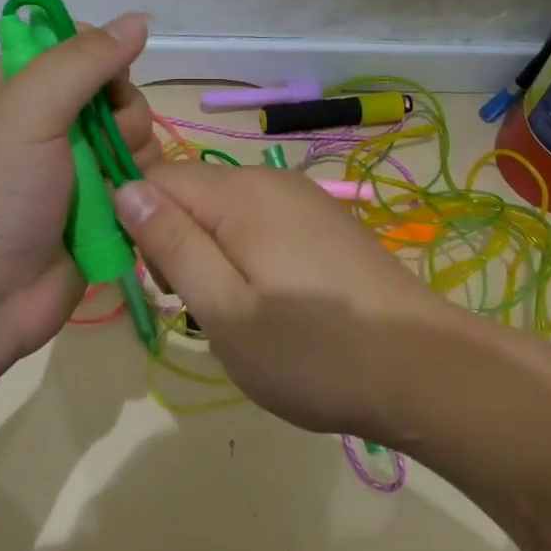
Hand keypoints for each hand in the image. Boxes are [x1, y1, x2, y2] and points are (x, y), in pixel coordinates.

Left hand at [0, 13, 159, 369]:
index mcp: (17, 88)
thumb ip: (83, 61)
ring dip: (132, 156)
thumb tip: (138, 20)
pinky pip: (138, 180)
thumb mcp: (28, 110)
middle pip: (116, 92)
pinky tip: (125, 207)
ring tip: (109, 186)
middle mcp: (47, 123)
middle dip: (121, 115)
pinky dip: (137, 189)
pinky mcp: (98, 208)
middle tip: (102, 144)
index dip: (102, 57)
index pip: (78, 46)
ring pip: (135, 137)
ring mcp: (74, 168)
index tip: (105, 83)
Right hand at [113, 162, 449, 437]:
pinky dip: (245, 255)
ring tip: (235, 313)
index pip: (155, 178)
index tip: (154, 282)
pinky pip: (260, 223)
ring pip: (224, 210)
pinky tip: (272, 303)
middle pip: (191, 193)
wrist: (427, 372)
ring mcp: (303, 199)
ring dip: (210, 253)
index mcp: (239, 194)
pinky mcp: (324, 222)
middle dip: (176, 242)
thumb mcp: (225, 309)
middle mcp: (270, 180)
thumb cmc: (313, 353)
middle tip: (198, 307)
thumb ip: (172, 244)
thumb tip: (123, 188)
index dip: (138, 224)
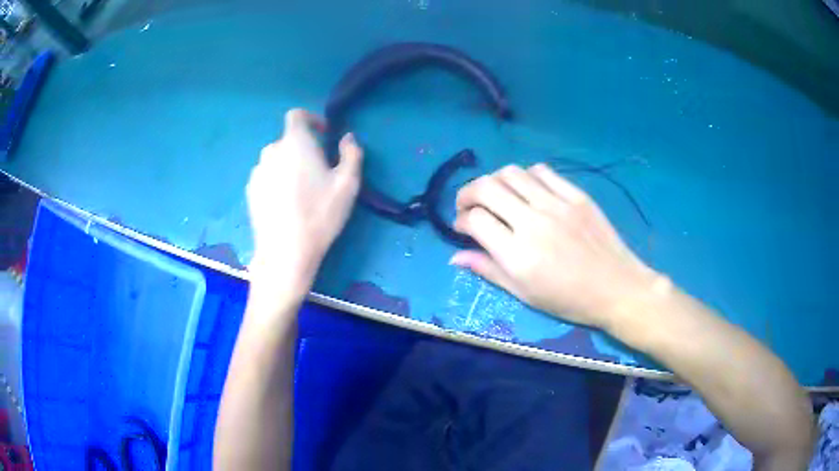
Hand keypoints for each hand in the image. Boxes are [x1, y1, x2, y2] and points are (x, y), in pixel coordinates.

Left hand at [247, 108, 362, 295]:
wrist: (285, 251)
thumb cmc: (319, 214)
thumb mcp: (348, 184)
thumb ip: (351, 153)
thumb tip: (347, 138)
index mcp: (295, 143)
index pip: (297, 115)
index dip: (311, 119)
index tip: (323, 135)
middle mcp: (271, 151)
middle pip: (288, 140)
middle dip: (304, 149)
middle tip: (318, 173)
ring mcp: (257, 172)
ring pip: (276, 160)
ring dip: (289, 166)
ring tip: (301, 192)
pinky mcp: (250, 191)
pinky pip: (266, 177)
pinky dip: (277, 181)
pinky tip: (286, 205)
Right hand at [451, 164, 660, 328]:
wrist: (616, 288)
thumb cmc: (569, 300)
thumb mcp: (524, 294)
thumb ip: (488, 270)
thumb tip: (455, 256)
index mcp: (517, 255)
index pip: (474, 220)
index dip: (460, 221)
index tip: (463, 228)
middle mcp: (533, 222)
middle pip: (486, 187)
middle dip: (467, 193)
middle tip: (468, 205)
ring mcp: (557, 204)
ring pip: (511, 173)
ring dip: (494, 181)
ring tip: (497, 195)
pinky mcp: (576, 195)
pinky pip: (542, 172)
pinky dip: (526, 176)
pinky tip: (528, 190)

---------------

Problem details: Read the material above and copy out each line holding "hand".

Result:
Hand keypoints for each hand in the image. Boxes are [x1, y1, x2, y2] and points are (x, y), in pixel coordinates.
Left hand at [0, 13, 159, 369]:
Right hand at [113, 162, 449, 437]:
Hand keypoints for each hand in the image. Boxes are [x1, y1, x2, y2] and points are (x, y), in pixel coordinates.
Left hand at [247, 108, 362, 295]:
Right hand at [451, 164, 660, 328]:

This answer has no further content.